Action item: The pictures do not go in the copy. Reproduce the rest of the entries exactly.

───── Input records ─────

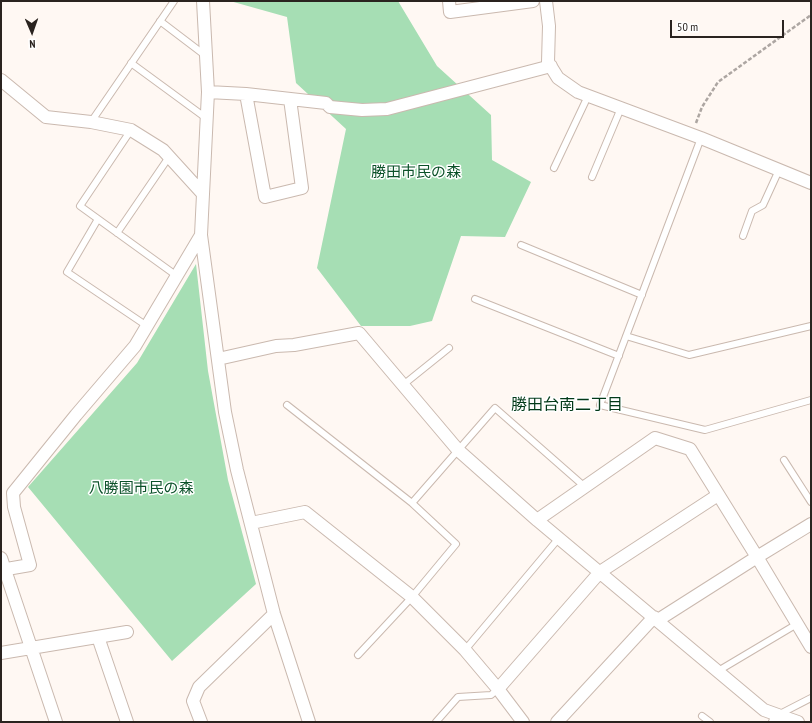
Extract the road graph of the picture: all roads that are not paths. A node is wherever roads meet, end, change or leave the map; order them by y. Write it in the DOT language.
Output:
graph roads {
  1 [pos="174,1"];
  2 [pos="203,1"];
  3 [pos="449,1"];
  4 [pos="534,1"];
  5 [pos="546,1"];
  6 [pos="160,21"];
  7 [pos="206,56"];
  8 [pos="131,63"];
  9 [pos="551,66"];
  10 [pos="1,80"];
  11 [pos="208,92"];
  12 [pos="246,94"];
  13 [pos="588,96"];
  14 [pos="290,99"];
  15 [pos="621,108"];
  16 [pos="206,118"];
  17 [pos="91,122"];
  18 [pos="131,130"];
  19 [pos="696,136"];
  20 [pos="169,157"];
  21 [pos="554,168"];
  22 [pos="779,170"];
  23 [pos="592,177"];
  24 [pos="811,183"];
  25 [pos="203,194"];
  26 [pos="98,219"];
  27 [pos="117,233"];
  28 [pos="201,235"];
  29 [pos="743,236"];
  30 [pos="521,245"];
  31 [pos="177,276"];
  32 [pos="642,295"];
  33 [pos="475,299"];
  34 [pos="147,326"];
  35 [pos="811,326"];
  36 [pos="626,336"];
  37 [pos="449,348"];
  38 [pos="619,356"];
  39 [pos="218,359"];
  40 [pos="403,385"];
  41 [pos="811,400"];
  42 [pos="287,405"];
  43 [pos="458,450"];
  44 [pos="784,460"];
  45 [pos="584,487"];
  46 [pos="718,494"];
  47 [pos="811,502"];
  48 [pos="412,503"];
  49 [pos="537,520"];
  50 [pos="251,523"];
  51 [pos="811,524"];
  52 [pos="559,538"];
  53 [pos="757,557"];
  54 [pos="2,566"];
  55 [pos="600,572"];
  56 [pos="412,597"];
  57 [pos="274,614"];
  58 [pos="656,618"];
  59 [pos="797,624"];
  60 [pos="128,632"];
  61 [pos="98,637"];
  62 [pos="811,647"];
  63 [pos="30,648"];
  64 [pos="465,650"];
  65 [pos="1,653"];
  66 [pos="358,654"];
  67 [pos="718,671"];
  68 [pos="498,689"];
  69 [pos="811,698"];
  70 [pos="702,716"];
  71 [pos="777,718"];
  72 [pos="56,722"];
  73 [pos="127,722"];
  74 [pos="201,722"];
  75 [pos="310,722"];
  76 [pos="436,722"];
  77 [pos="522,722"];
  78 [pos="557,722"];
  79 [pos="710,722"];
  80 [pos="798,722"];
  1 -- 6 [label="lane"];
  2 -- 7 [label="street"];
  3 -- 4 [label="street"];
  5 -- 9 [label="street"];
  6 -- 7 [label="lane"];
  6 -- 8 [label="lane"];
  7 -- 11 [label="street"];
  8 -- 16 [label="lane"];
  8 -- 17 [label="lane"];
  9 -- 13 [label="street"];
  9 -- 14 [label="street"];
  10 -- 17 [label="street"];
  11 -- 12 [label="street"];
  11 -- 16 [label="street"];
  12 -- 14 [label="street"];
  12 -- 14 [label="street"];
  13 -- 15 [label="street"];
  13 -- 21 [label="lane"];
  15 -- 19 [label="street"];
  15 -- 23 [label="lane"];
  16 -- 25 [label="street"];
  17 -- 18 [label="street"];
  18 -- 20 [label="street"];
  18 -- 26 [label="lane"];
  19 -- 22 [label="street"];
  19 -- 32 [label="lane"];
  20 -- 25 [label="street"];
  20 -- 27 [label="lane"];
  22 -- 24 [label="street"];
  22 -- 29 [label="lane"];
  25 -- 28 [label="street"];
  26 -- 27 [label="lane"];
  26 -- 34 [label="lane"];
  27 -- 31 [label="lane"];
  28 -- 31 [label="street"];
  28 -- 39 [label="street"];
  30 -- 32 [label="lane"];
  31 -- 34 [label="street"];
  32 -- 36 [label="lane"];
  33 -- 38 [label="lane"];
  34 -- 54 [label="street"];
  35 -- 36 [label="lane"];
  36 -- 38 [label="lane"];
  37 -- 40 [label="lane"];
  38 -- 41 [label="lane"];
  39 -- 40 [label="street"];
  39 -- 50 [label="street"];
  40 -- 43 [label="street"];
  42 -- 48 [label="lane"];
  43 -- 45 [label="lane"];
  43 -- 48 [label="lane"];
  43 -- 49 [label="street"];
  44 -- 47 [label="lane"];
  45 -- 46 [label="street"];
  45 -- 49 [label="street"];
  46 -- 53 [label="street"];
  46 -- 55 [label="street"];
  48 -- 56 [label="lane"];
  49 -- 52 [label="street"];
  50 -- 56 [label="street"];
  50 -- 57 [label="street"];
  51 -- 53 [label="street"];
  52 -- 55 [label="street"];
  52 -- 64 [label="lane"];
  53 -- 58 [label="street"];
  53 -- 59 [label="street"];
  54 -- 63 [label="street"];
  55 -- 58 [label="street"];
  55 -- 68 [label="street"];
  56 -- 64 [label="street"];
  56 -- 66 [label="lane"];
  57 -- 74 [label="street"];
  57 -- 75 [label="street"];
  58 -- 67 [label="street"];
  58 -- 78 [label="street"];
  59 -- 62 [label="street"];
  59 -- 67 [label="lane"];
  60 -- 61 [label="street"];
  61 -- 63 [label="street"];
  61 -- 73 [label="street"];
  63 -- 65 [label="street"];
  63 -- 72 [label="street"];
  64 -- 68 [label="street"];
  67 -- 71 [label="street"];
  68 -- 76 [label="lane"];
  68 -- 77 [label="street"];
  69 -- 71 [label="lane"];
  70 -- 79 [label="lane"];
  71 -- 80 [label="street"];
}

─────

Exercise response:
Extract the road graph of the picture: all roads that are not paths. A node is wherever roads meet, end, change or leave the map; order them by y. Write it in the DOT language.
Output:
graph roads {
  1 [pos="174,1"];
  2 [pos="203,1"];
  3 [pos="449,1"];
  4 [pos="534,1"];
  5 [pos="546,1"];
  6 [pos="160,21"];
  7 [pos="206,56"];
  8 [pos="131,63"];
  9 [pos="551,66"];
  10 [pos="1,80"];
  11 [pos="208,92"];
  12 [pos="246,94"];
  13 [pos="588,96"];
  14 [pos="290,99"];
  15 [pos="621,108"];
  16 [pos="206,118"];
  17 [pos="91,122"];
  18 [pos="131,130"];
  19 [pos="696,136"];
  20 [pos="169,157"];
  21 [pos="554,168"];
  22 [pos="779,170"];
  23 [pos="592,177"];
  24 [pos="811,183"];
  25 [pos="203,194"];
  26 [pos="98,219"];
  27 [pos="117,233"];
  28 [pos="201,235"];
  29 [pos="743,236"];
  30 [pos="521,245"];
  31 [pos="177,276"];
  32 [pos="642,295"];
  33 [pos="475,299"];
  34 [pos="147,326"];
  35 [pos="811,326"];
  36 [pos="626,336"];
  37 [pos="449,348"];
  38 [pos="619,356"];
  39 [pos="218,359"];
  40 [pos="403,385"];
  41 [pos="811,400"];
  42 [pos="287,405"];
  43 [pos="458,450"];
  44 [pos="784,460"];
  45 [pos="584,487"];
  46 [pos="718,494"];
  47 [pos="811,502"];
  48 [pos="412,503"];
  49 [pos="537,520"];
  50 [pos="251,523"];
  51 [pos="811,524"];
  52 [pos="559,538"];
  53 [pos="757,557"];
  54 [pos="2,566"];
  55 [pos="600,572"];
  56 [pos="412,597"];
  57 [pos="274,614"];
  58 [pos="656,618"];
  59 [pos="797,624"];
  60 [pos="128,632"];
  61 [pos="98,637"];
  62 [pos="811,647"];
  63 [pos="30,648"];
  64 [pos="465,650"];
  65 [pos="1,653"];
  66 [pos="358,654"];
  67 [pos="718,671"];
  68 [pos="498,689"];
  69 [pos="811,698"];
  70 [pos="702,716"];
  71 [pos="777,718"];
  72 [pos="56,722"];
  73 [pos="127,722"];
  74 [pos="201,722"];
  75 [pos="310,722"];
  76 [pos="436,722"];
  77 [pos="522,722"];
  78 [pos="557,722"];
  79 [pos="710,722"];
  80 [pos="798,722"];
  1 -- 6 [label="lane"];
  2 -- 7 [label="street"];
  3 -- 4 [label="street"];
  5 -- 9 [label="street"];
  6 -- 7 [label="lane"];
  6 -- 8 [label="lane"];
  7 -- 11 [label="street"];
  8 -- 16 [label="lane"];
  8 -- 17 [label="lane"];
  9 -- 13 [label="street"];
  9 -- 14 [label="street"];
  10 -- 17 [label="street"];
  11 -- 12 [label="street"];
  11 -- 16 [label="street"];
  12 -- 14 [label="street"];
  12 -- 14 [label="street"];
  13 -- 15 [label="street"];
  13 -- 21 [label="lane"];
  15 -- 19 [label="street"];
  15 -- 23 [label="lane"];
  16 -- 25 [label="street"];
  17 -- 18 [label="street"];
  18 -- 20 [label="street"];
  18 -- 26 [label="lane"];
  19 -- 22 [label="street"];
  19 -- 32 [label="lane"];
  20 -- 25 [label="street"];
  20 -- 27 [label="lane"];
  22 -- 24 [label="street"];
  22 -- 29 [label="lane"];
  25 -- 28 [label="street"];
  26 -- 27 [label="lane"];
  26 -- 34 [label="lane"];
  27 -- 31 [label="lane"];
  28 -- 31 [label="street"];
  28 -- 39 [label="street"];
  30 -- 32 [label="lane"];
  31 -- 34 [label="street"];
  32 -- 36 [label="lane"];
  33 -- 38 [label="lane"];
  34 -- 54 [label="street"];
  35 -- 36 [label="lane"];
  36 -- 38 [label="lane"];
  37 -- 40 [label="lane"];
  38 -- 41 [label="lane"];
  39 -- 40 [label="street"];
  39 -- 50 [label="street"];
  40 -- 43 [label="street"];
  42 -- 48 [label="lane"];
  43 -- 45 [label="lane"];
  43 -- 48 [label="lane"];
  43 -- 49 [label="street"];
  44 -- 47 [label="lane"];
  45 -- 46 [label="street"];
  45 -- 49 [label="street"];
  46 -- 53 [label="street"];
  46 -- 55 [label="street"];
  48 -- 56 [label="lane"];
  49 -- 52 [label="street"];
  50 -- 56 [label="street"];
  50 -- 57 [label="street"];
  51 -- 53 [label="street"];
  52 -- 55 [label="street"];
  52 -- 64 [label="lane"];
  53 -- 58 [label="street"];
  53 -- 59 [label="street"];
  54 -- 63 [label="street"];
  55 -- 58 [label="street"];
  55 -- 68 [label="street"];
  56 -- 64 [label="street"];
  56 -- 66 [label="lane"];
  57 -- 74 [label="street"];
  57 -- 75 [label="street"];
  58 -- 67 [label="street"];
  58 -- 78 [label="street"];
  59 -- 62 [label="street"];
  59 -- 67 [label="lane"];
  60 -- 61 [label="street"];
  61 -- 63 [label="street"];
  61 -- 73 [label="street"];
  63 -- 65 [label="street"];
  63 -- 72 [label="street"];
  64 -- 68 [label="street"];
  67 -- 71 [label="street"];
  68 -- 76 [label="lane"];
  68 -- 77 [label="street"];
  69 -- 71 [label="lane"];
  70 -- 79 [label="lane"];
  71 -- 80 [label="street"];
}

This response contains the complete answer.